Paper ID: 552
Title: Marginals-to-Models Reducibility
Reviews

Submitted by Assigned_Reviewer_4

Q1: Comments to author(s). First provide a summary of the paper, and then address the following criteria: Quality, clarity, originality and significance. (For detailed reviewing guidelines, see http://nips.cc/PaperInformation/ReviewerInstructions)
This paper explores new problems in the theory of graphical models, and shows how to reduce these problems to MAP and marginal inference.

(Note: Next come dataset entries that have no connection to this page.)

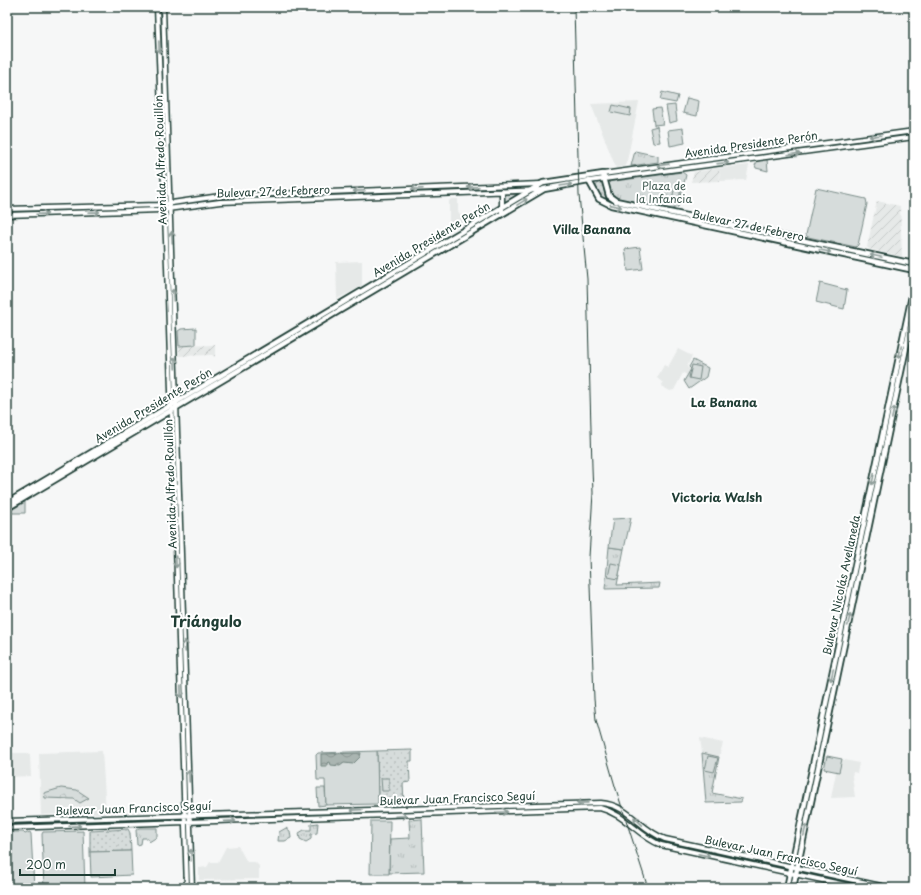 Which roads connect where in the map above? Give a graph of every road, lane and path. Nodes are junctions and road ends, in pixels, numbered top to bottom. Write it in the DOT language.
graph roads {
  1 [pos="157,7"];
  2 [pos="163,7"];
  3 [pos="914,131"];
  4 [pos="914,137"];
  5 [pos="603,174"];
  6 [pos="604,179"];
  7 [pos="589,181"];
  8 [pos="540,184"];
  9 [pos="501,186"];
  10 [pos="541,190"];
  11 [pos="530,191"];
  12 [pos="502,192"];
  13 [pos="170,203"];
  14 [pos="164,204"];
  15 [pos="502,207"];
  16 [pos="7,209"];
  17 [pos="170,209"];
  18 [pos="165,210"];
  19 [pos="502,213"];
  20 [pos="7,215"];
  21 [pos="914,264"];
  22 [pos="914,270"];
  23 [pos="914,286"];
  24 [pos="914,310"];
  25 [pos="176,405"];
  26 [pos="171,408"];
  27 [pos="7,503"];
  28 [pos="7,508"];
  29 [pos="190,815"];
  30 [pos="185,816"];
  31 [pos="7,821"];
  32 [pos="185,822"];
  33 [pos="191,822"];
  34 [pos="7,828"];
  35 [pos="791,867"];
  36 [pos="797,868"];
  37 [pos="790,873"];
  38 [pos="796,875"];
  39 [pos="187,888"];
  40 [pos="192,888"];
  41 [pos="787,888"];
  42 [pos="793,888"];
  43 [pos="859,888"];
  44 [pos="890,888"];
  1 -- 14 [label="main road, Avenida Alfredo Rouillón, one-way"];
  2 -- 13 [label="main road, Avenida Alfredo Rouillón"];
  3 -- 5 [label="main road, Avenida Presidente Perón, one-way"];
  6 -- 4 [label="main road, Avenida Presidente Perón, one-way"];
  5 -- 6 [label="main road, Bulevar 27 de Febrero"];
  5 -- 8 [label="main road, Avenida Presidente Perón"];
  6 -- 7 [label="main road, Avenida Presidente Perón"];
  21 -- 6 [label="main road, Bulevar 27 de Febrero, one-way"];
  10 -- 7 [label="main road, Avenida Presidente Perón, one-way"];
  7 -- 22 [label="main road, Bulevar 27 de Febrero, one-way"];
  8 -- 9 [label="main road, Bulevar 27 de Febrero"];
  8 -- 11 [label="main road, Avenida Presidente Perón"];
  9 -- 12 [label="main road"];
  9 -- 13 [label="main road, Bulevar 27 de Febrero, one-way"];
  10 -- 11 [label="main road, Bulevar 27 de Febrero"];
  19 -- 10 [label="main road, Avenida Presidente Perón, one-way"];
  11 -- 12 [label="main road, Bulevar 27 de Febrero"];
  11 -- 15 [label="main road, Avenida Presidente Perón"];
  12 -- 15 [label="main road"];
  12 -- 17 [label="main road, Bulevar 27 de Febrero"];
  13 -- 14 [label="main road, Bulevar 27 de Febrero"];
  13 -- 17 [label="main road, Avenida Alfredo Rouillón"];
  14 -- 16 [label="main road, Bulevar 27 de Febrero"];
  14 -- 18 [label="main road, Avenida Alfredo Rouillón"];
  15 -- 19 [label="main road"];
  15 -- 25 [label="main road, Avenida Presidente Perón"];
  17 -- 18 [label="main road, Bulevar 27 de Febrero"];
  25 -- 17 [label="main road, Avenida Alfredo Rouillón, one-way"];
  20 -- 18 [label="main road, Bulevar 27 de Febrero, one-way"];
  18 -- 26 [label="main road, Avenida Alfredo Rouillón"];
  19 -- 25 [label="main road, Avenida Presidente Perón"];
  23 -- 35 [label="main road, Bulevar Nicolás Avellaneda, one-way"];
  36 -- 24 [label="main road, Bulevar Nicolás Avellaneda, one-way"];
  25 -- 26 [label="main road, Avenida Presidente Perón"];
  29 -- 25 [label="main road, Avenida Alfredo Rouillón, one-way"];
  26 -- 27 [label="main road, Avenida Presidente Perón"];
  26 -- 28 [label="main road, Avenida Presidente Perón"];
  26 -- 30 [label="main road, Avenida Alfredo Rouillón, one-way"];
  29 -- 30 [label="main road, Bulevar Juan Francisco Seguí"];
  29 -- 33 [label="main road, Avenida Alfredo Rouillón"];
  35 -- 29 [label="main road, Bulevar Juan Francisco Seguí, one-way"];
  30 -- 31 [label="main road, Bulevar Juan Francisco Seguí"];
  30 -- 32 [label="main road, Avenida Alfredo Rouillón"];
  32 -- 33 [label="main road, Bulevar Juan Francisco Seguí"];
  34 -- 32 [label="main road, Bulevar Juan Francisco Seguí, one-way"];
  32 -- 39 [label="main road, Avenida Alfredo Rouillón"];
  33 -- 37 [label="main road, Bulevar Juan Francisco Seguí, one-way"];
  40 -- 33 [label="main road, Avenida Alfredo Rouillón, one-way"];
  35 -- 36 [label="main road, Bulevar Juan Francisco Seguí"];
  35 -- 37 [label="main road, Bulevar Nicolás Avellaneda"];
  36 -- 38 [label="main road, Bulevar Nicolás Avellaneda"];
  36 -- 44 [label="main road, Bulevar Juan Francisco Seguí"];
  37 -- 38 [label="main road, Bulevar Juan Francisco Seguí"];
  37 -- 41 [label="main road, Bulevar Nicolás Avellaneda"];
  38 -- 42 [label="main road, Bulevar Nicolás Avellaneda"];
  38 -- 43 [label="main road, Bulevar Juan Francisco Seguí"];
} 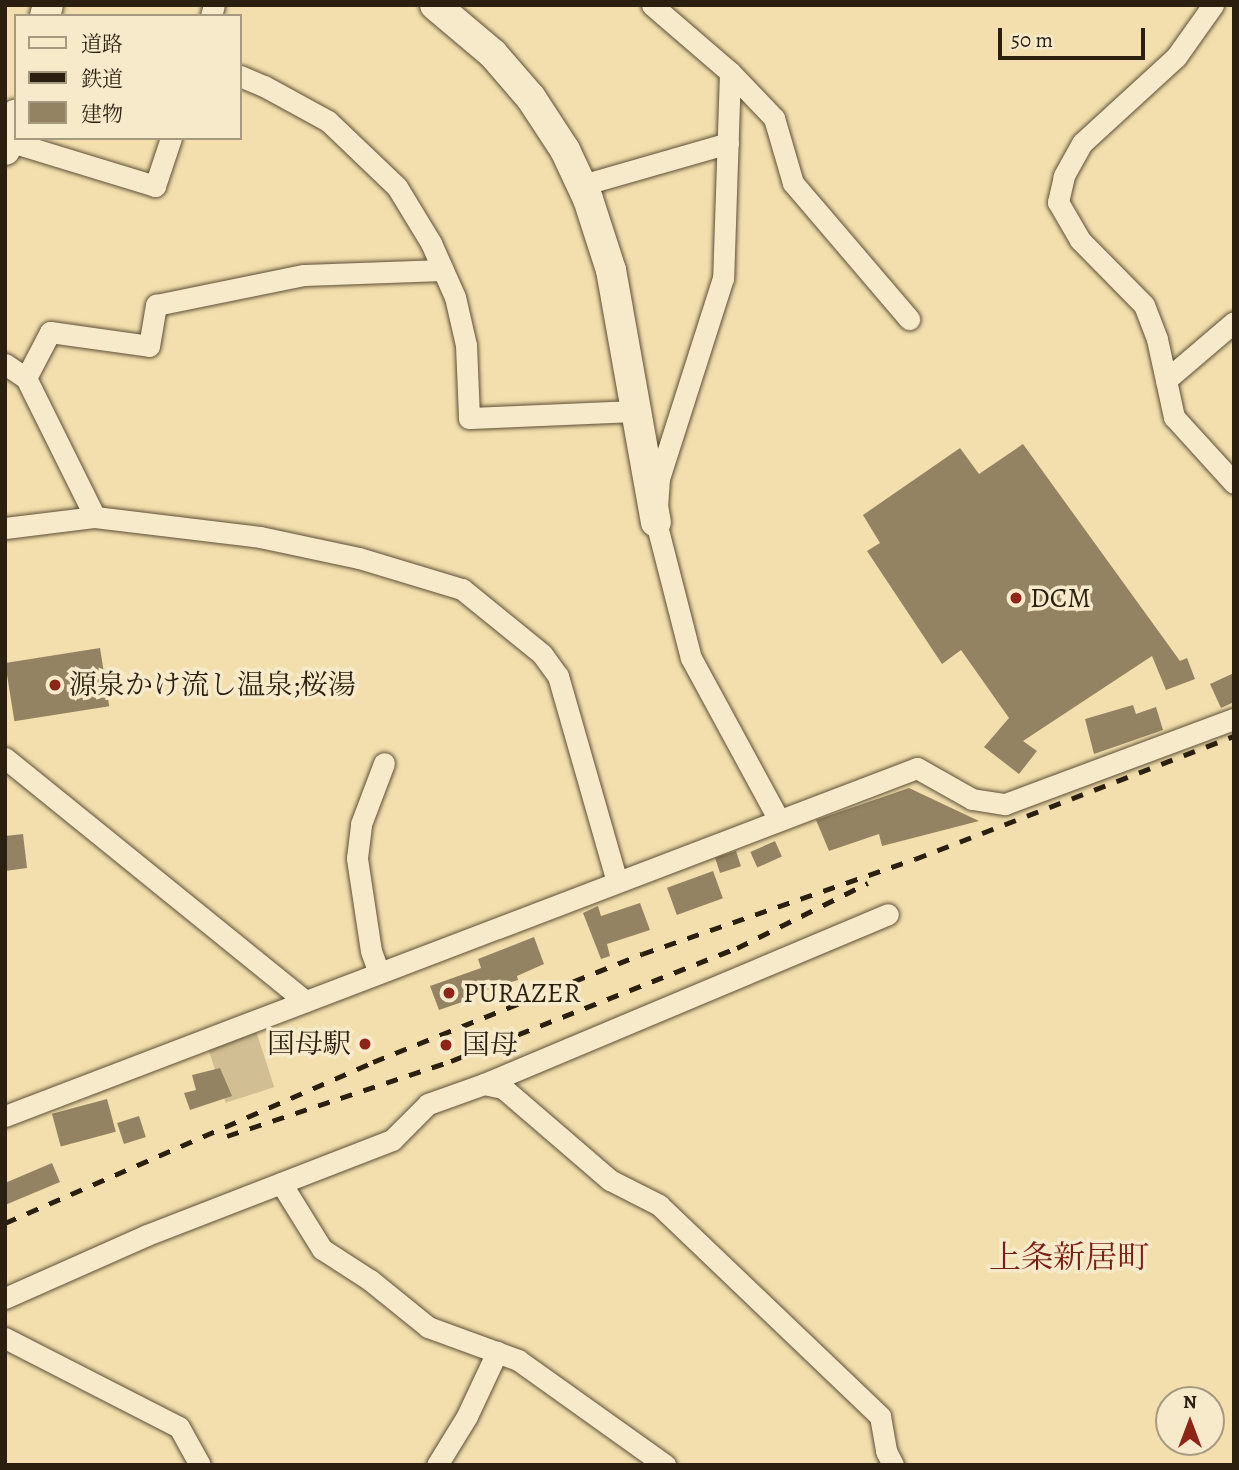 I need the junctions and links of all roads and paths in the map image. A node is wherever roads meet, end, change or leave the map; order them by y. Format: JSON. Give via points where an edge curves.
{"nodes":[{"id":1,"x":435,"y":5,"type":"edge"},
{"id":2,"x":652,"y":5,"type":"edge"},
{"id":3,"x":1213,"y":5,"type":"edge"},
{"id":4,"x":730,"y":72,"type":"junction"},
{"id":5,"x":242,"y":77,"type":"edge"},
{"id":6,"x":24,"y":140,"type":"edge"},
{"id":7,"x":170,"y":140,"type":"edge"},
{"id":8,"x":728,"y":143,"type":"junction"},
{"id":9,"x":582,"y":185,"type":"junction"},
{"id":10,"x":443,"y":270,"type":"junction"},
{"id":11,"x":909,"y":319,"type":"dead end"},
{"id":12,"x":1234,"y":321,"type":"edge"},
{"id":13,"x":5,"y":364,"type":"edge"},
{"id":14,"x":26,"y":378,"type":"junction"},
{"id":15,"x":1166,"y":380,"type":"junction"},
{"id":16,"x":636,"y":411,"type":"junction"},
{"id":17,"x":1234,"y":483,"type":"edge"},
{"id":18,"x":94,"y":517,"type":"junction"},
{"id":19,"x":656,"y":522,"type":"junction"},
{"id":20,"x":5,"y":528,"type":"edge"},
{"id":21,"x":1234,"y":719,"type":"edge"},
{"id":22,"x":5,"y":758,"type":"edge"},
{"id":23,"x":384,"y":763,"type":"dead end"},
{"id":24,"x":779,"y":820,"type":"junction"},
{"id":25,"x":617,"y":882,"type":"junction"},
{"id":26,"x":888,"y":914,"type":"dead end"},
{"id":27,"x":379,"y":973,"type":"junction"},
{"id":28,"x":305,"y":1001,"type":"junction"},
{"id":29,"x":484,"y":1084,"type":"junction"},
{"id":30,"x":5,"y":1116,"type":"edge"},
{"id":31,"x":281,"y":1183,"type":"junction"},
{"id":32,"x":5,"y":1298,"type":"edge"},
{"id":33,"x":5,"y":1338,"type":"edge"},
{"id":34,"x":497,"y":1352,"type":"junction"},
{"id":35,"x":200,"y":1465,"type":"edge"},
{"id":36,"x":437,"y":1465,"type":"edge"},
{"id":37,"x":666,"y":1465,"type":"edge"},
{"id":38,"x":893,"y":1465,"type":"edge"}],
"edges":[{"from":1,"to":9,"type":"street","via":[[493,54],[531,98]]},
{"from":2,"to":4,"type":"street"},
{"from":3,"to":15,"type":"street","via":[[1176,57],[1082,143],[1064,176],[1058,202],[1080,240],[1144,306]]},
{"from":4,"to":8,"type":"street"},
{"from":4,"to":11,"type":"street","via":[[774,118],[793,183]]},
{"from":5,"to":10,"type":"street","via":[[327,121],[356,146],[397,187]]},
{"from":6,"to":7,"type":"street","via":[[155,186]]},
{"from":8,"to":9,"type":"street"},
{"from":8,"to":19,"type":"street","via":[[723,278],[659,478]]},
{"from":9,"to":16,"type":"street","via":[[611,270]]},
{"from":10,"to":14,"type":"street","via":[[304,275],[156,305],[149,346],[50,332]]},
{"from":10,"to":16,"type":"street","via":[[455,297],[466,345],[469,418]]},
{"from":12,"to":15,"type":"street"},
{"from":13,"to":14,"type":"street"},
{"from":14,"to":18,"type":"street"},
{"from":15,"to":17,"type":"street","via":[[1174,417]]},
{"from":16,"to":19,"type":"street"},
{"from":18,"to":20,"type":"street"},
{"from":18,"to":25,"type":"street","via":[[260,537],[359,558],[462,589],[542,654],[558,676]]},
{"from":19,"to":24,"type":"street","via":[[691,658]]},
{"from":21,"to":24,"type":"street","via":[[1005,804],[972,799],[917,768]]},
{"from":22,"to":28,"type":"street"},
{"from":23,"to":27,"type":"street","via":[[361,824],[357,858],[371,951]]},
{"from":24,"to":25,"type":"street"},
{"from":25,"to":27,"type":"street"},
{"from":26,"to":29,"type":"street"},
{"from":27,"to":28,"type":"street"},
{"from":28,"to":30,"type":"street"},
{"from":29,"to":31,"type":"street","via":[[428,1104],[392,1140]]},
{"from":29,"to":38,"type":"street","via":[[503,1088],[610,1180],[659,1205],[880,1416]]},
{"from":31,"to":32,"type":"street"},
{"from":31,"to":34,"type":"street","via":[[322,1250],[370,1280],[428,1327]]},
{"from":33,"to":35,"type":"street","via":[[179,1427]]},
{"from":34,"to":36,"type":"street","via":[[467,1416]]},
{"from":34,"to":37,"type":"street","via":[[518,1360]]}]}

The basic problem the paper concerns itself with is consistency: given a set of marginals over some variables, is there a joint distribution which is consistent with these marginals? An example of a set of marginals which does not correspond to a valid joint distribution is any solution of an LP relaxation which is not tight. The paper shows how to pose the consistency problem as an LP with exponentially many variables (one per joint setting), and then how to dualize this LP and find a polynomial-time cutting planes algorithm where the oracle for finding the maximally violated constraint is equivalent to MAP inference in the graphical model induced by the marginals

This idea extends easily to successively more complex settings: it can be used to find the closest (in total variation distance) consistent marginal to a given marginal, or finding a joint distribution with small support which is closest to a given marginal.

The paper also claims that Max Entropy, finding the maximum-entropy joint distribution which is consistent to a given set of marginals is reducible to computing the partition function (i.e., doing marginal inference). However this is known, as the problem of finding the maximum entropy distribution given some constraints is equivalent to maximizing the likelihood of a dual formulation of the problem, which is roughly equivalent to the reduction presented in the appendix.

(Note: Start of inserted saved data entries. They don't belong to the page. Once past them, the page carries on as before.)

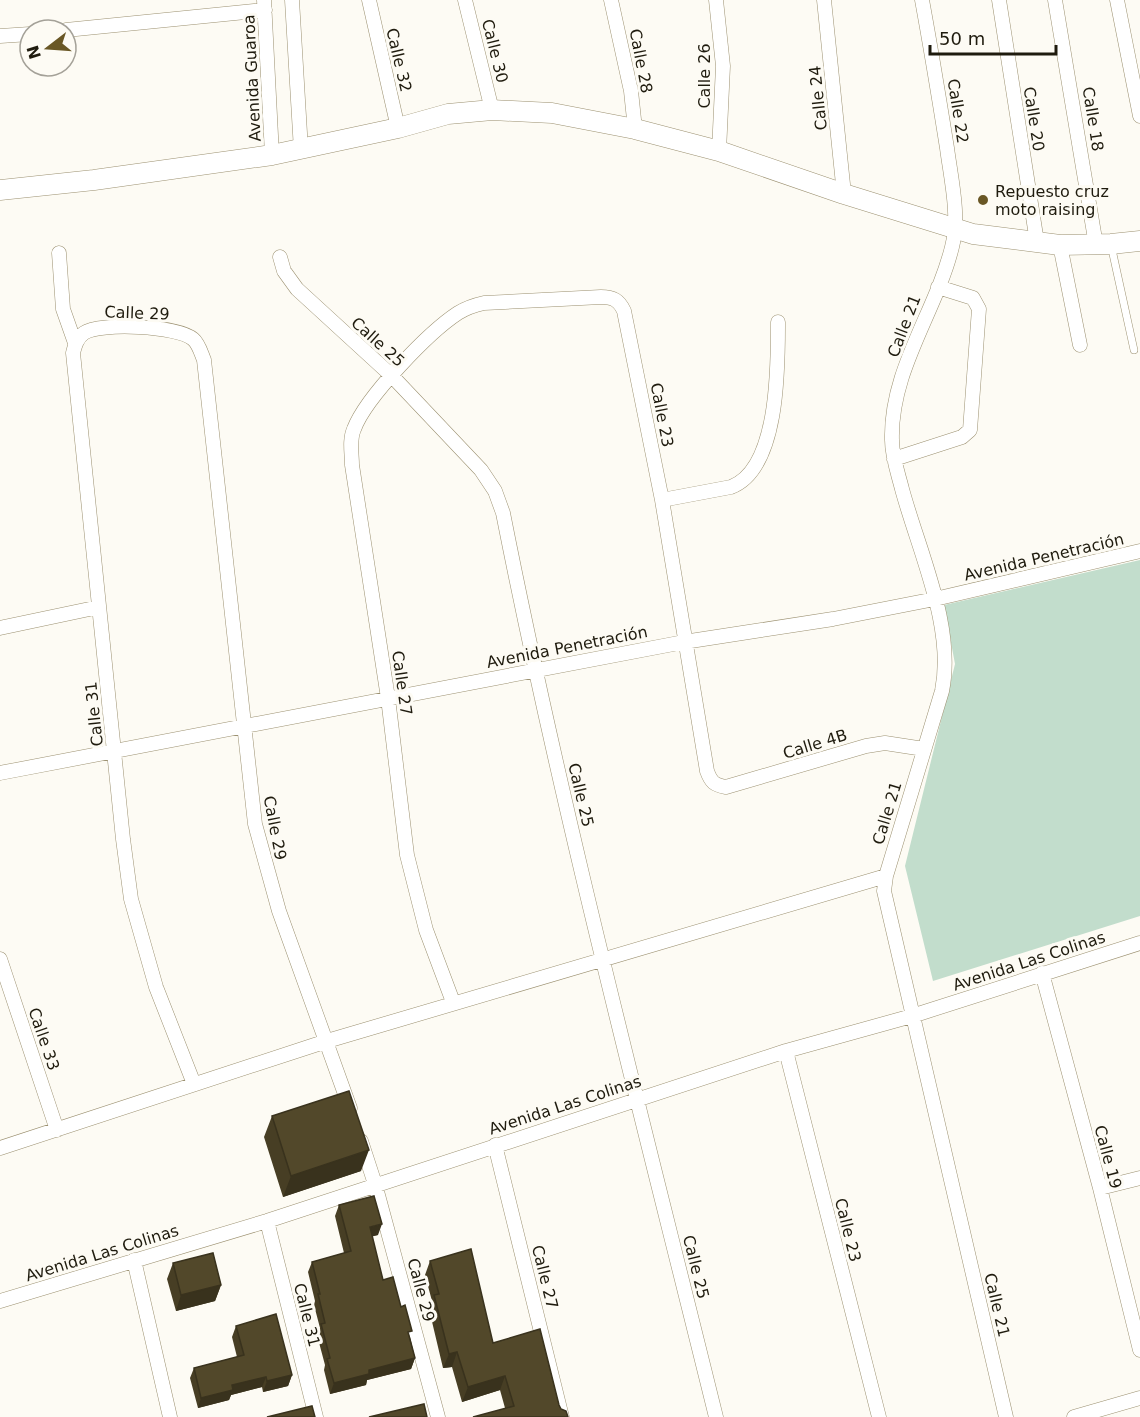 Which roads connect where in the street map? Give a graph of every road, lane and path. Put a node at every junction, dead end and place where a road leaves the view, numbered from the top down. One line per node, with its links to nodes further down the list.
1 (292, 0): 19 (street)
2 (369, 0): 17 (street, Calle 32)
3 (465, 0): 15 (street, Calle 30)
4 (611, 0): 18 (street, Calle 28)
5 (716, 0): 20 (street, Calle 26)
6 (824, 0): 23 (street, Calle 24)
7 (922, 0): 24 (street, Calle 22)
8 (999, 0): 26 (street, Calle 20)
9 (1055, 0): 27 (street, Calle 18)
10 (1117, 0): 16 (street)
11 (265, 5): 12 (street); 21 (street, Avenida Guaroa)
12 (78, 28)
13 (18, 35): 14 (street)
14 (0, 36)
15 (492, 110): 17 (main road); 18 (main road)
16 (1140, 116)
17 (398, 128): 19 (main road)
18 (635, 129): 20 (main road)
19 (302, 150): 21 (main road)
20 (719, 151): 23 (main road)
21 (272, 155): 22 (main road)
22 (0, 190)
23 (844, 194): 24 (main road)
24 (955, 227): 26 (main road); 31 (street, Calle 21)
25 (1140, 241): 27 (main road)
26 (1037, 242): 28 (main road)
27 (1104, 244): 28 (main road); 35 (lane)
28 (1060, 245): 34 (street)
29 (59, 252): 33 (street, Calle 31)
30 (280, 257): 36 (street, Calle 25)
31 (938, 287): 37 (street, Calle 21); 37 (street)
32 (778, 322): 38 (street)
33 (79, 338): 41 (street, Calle 31); 46 (street, Calle 29)
34 (1080, 345)
35 (1134, 350)
36 (392, 376): 38 (street, Calle 23); 44 (street, Calle 25); 45 (street, Calle 27)
37 (894, 459): 40 (street, Calle 21)
38 (662, 500): 43 (street, Calle 23)
39 (1140, 551): 40 (street, Avenida Penetración)
40 (935, 599): 43 (street, Avenida Penetración); 47 (street, Calle 21)
41 (99, 607): 42 (street); 48 (street, Calle 31)
42 (0, 628)
43 (684, 642): 44 (street, Avenida Penetración); 50 (street, Calle 23)
44 (534, 671): 45 (street, Avenida Penetración); 54 (street, Calle 25)
45 (388, 698): 46 (street, Avenida Penetración); 56 (street, Calle 27)
46 (244, 726): 48 (street, Avenida Penetración); 58 (street, Calle 29)
47 (924, 748): 50 (street, Calle 4B); 51 (street, Calle 21)
48 (114, 750): 49 (street, Avenida Penetración); 60 (street, Calle 31)
49 (0, 773)
50 (717, 786)
51 (885, 876): 54 (street); 57 (street, Calle 21)
52 (1140, 943): 55 (street, Avenida Las Colinas)
53 (0, 959): 62 (street, Calle 33)
54 (603, 960): 56 (street); 61 (street, Calle 25)
55 (1042, 973): 57 (street, Avenida Las Colinas); 67 (street, Calle 19)
56 (453, 1002): 58 (street)
57 (912, 1016): 59 (street, Avenida Las Colinas); 79 (street, Calle 21)
58 (327, 1041): 60 (street); 66 (street, Calle 29)
59 (786, 1052): 61 (street, Avenida Las Colinas); 78 (street, Calle 23)
60 (194, 1084): 62 (street)
61 (637, 1100): 63 (street, Avenida Las Colinas); 77 (street, Calle 25)
62 (57, 1130): 64 (street)
63 (495, 1145): 66 (street, Avenida Las Colinas); 76 (street, Calle 27)
64 (0, 1148)
65 (1140, 1178): 67 (street)
66 (375, 1184): 68 (street, Avenida Las Colinas); 75 (street, Calle 29)
67 (1100, 1188): 71 (street, Calle 19)
68 (267, 1221): 69 (street, Avenida Las Colinas); 74 (street, Calle 31)
69 (134, 1260): 70 (street, Avenida Las Colinas); 73 (street)
70 (0, 1301)
71 (1140, 1350)
72 (1140, 1398): 80 (street)
73 (170, 1417)
74 (315, 1417)
75 (438, 1417)
76 (562, 1417)
77 (716, 1417)
78 (879, 1417)
79 (1006, 1417)
80 (1074, 1417)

The paper appears to be correct: the proofs are simple and easy to follow, and so are the main arguments. However, no result in the paper is surprising, and it is not clear why these results are interesting, or how they can be useful in the future.

---

Post author response: the author response clarified substantially the motivation behind the paper, and made me lean more towards accepting it. I strongly recommend the authors to fold in their motivating paragraphs in the main text, as well as restructure it so it does not appear to be unfinished as it does now.
Q2: Please summarize your review in 1-2 sentences
The paper explores some new problems in graphical models and shows how to reduce them to inference. However, the problems aren't that interesting, and not obviously useful.

Submitted by Assigned_Reviewer_5

Q1: Comments to author(s). First provide a summary of the paper, and then address the following criteria: Quality, clarity, originality and significance. (For detailed reviewing guidelines, see http://nips.cc/PaperInformation/ReviewerInstructions)
*** UPDATE following author response ***

The reviewers feel the paper would be significantly strengthened by augmenting the paper with some of the additional motivation given in the author response.

The particular point that seems most promising to me is:

3. Our ellipsoid-based approach is novel and, we hope, will find further applications in the field. Previous polynomial-time solutions to CONSISTENCY generally give a compact (polynomial-size) description of the marginal polytope. Our approach dodges this ambitious requirement, in that it only needs a polynomial-time separation oracle (which, for this problem, turns out to be MAP inference). There are many combinatorial optimization problems with no compact LP formulation that admit polynomial-time ellipsoid-based algorithms (like nonbipartite matching, with its exponentially many odd cycle inequalities).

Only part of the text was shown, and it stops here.